Thursday, February 26, 2009

Financial Update for Feb. 26, 2009

· TSX +72.97(Reuters) as energy issues gained on stronger oil prices and financials got a boost from smaller-than-expected drop in quarterly profit at Toronto-Dominion Bank .
· DOW-80.05
· Dollar -.72c to 79.71USD
· Oil +$2.54 to $42.50US per barrel.
· Gold -$3.40 to $965.70 USD per ounce
· Canadian 5 yr bond yields +.08bps to 2.11

· http://www.financialpost.com/markets/market_data/money-yields-can_us.html

Associated Press DETROIT - General Motors Corp. says it lost US$9.6 billion in the fourth quarter and burned through $6.2 billion in cash as it sought government help to avoid running out of cash.

America's biggest domestic automaker lost $30.9 billion for all of 2008 as it struggled against a U.S. sales slump and a global recession.

GM has received $13.4 billion in federal loans and its executives are in Washington, D.C., Thursday to talk to the Obama administration about the company's request for up to $30 billion.

First-time homebuyers could lead real estate rebound

Kristine Owram The Canadian Press

Lower home prices and shifting demographics mean first-time buyers could lead a rebound in Canada's real estate market, experts said yesterday at a real estate conference in Toronto.

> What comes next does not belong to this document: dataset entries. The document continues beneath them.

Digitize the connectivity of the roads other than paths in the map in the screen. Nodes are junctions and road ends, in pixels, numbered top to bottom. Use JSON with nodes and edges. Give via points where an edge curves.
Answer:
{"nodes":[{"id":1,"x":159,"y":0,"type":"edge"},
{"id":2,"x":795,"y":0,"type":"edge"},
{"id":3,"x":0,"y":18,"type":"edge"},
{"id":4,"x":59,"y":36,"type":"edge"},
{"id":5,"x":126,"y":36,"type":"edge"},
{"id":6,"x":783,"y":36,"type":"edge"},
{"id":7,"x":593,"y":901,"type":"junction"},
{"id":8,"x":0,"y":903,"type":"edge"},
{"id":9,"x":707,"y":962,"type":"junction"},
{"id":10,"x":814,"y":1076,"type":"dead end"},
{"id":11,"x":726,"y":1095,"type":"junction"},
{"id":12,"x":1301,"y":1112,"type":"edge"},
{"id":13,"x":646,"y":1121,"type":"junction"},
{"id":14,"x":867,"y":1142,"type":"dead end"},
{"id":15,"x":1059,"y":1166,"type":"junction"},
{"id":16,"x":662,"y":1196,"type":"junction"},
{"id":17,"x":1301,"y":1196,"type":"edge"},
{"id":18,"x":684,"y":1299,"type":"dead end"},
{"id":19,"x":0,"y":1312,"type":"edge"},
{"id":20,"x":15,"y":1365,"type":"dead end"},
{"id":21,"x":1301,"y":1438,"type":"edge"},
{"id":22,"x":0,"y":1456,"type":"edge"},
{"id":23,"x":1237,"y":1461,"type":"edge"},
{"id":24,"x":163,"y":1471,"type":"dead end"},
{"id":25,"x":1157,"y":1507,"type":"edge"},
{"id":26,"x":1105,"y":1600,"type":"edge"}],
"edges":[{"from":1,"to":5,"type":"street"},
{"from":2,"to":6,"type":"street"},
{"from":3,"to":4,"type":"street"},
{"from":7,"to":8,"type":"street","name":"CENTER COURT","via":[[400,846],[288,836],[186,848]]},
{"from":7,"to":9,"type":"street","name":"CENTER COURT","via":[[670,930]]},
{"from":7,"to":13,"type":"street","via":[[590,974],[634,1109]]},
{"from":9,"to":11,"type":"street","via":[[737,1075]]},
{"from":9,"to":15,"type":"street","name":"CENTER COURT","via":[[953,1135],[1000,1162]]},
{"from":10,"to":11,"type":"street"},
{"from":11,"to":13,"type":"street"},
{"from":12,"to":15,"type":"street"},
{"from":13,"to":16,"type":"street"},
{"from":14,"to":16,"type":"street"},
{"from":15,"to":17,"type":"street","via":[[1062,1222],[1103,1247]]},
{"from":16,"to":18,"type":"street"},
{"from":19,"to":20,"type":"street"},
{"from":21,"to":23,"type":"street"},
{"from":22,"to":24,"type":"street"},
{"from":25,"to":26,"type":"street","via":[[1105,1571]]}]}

Phil Soper, president and chief executive of Brookfield Real Estate Services, said rookies are the largest category of buyers in the real estate market, accounting for close to 70 per cent of all transactions at the height of the housing boom.

However, they've been scared away in droves by the economic downturn, which was led in part by record foreclosure rates in the United States as homeowners defaulted on their mortgage debt.

Such a lack of first-time buyers can grind the real estate market to a halt, Soper told Scotiabank's annual real estate outlook conference.

"When new buyers stop entering the market, it's like sand in the gears,'' he said.

Although Canada has managed to duck the severity of the housing crisis in the U.S., the 10-year boom that saw housing prices soar, particularly in the western provinces, ended abruptly last year.

Canadian housing starts -- the number of new residential construction projects -- were down to 211,056 in 2008, about eight per cent lower than an average of almost 230,000 in the period from 2004 to 2007. Resale activity fell by 17 per cent in 2008 while home prices dipped by one per cent, according to Scotiabank.

Things seem to have worsened dramatically in January, with housing starts falling to an eight-year low of 153,500 annualized units and home prices down 11 per cent year-over-year.

And the bank predicted the decline will continue through 2009, with housing starts forecast to fall to around 155,000 units, another 15 to 20 per cent decline in the number of resales and a 10 per cent drop in prices.

But Adrienne Warren, a senior economist and real estate specialist at Scotiabank, said this points to a buyers' market.

"Certainly the softening we've seen in prices, the increase in listings, is giving first-time buyers more choice,'' Warren said.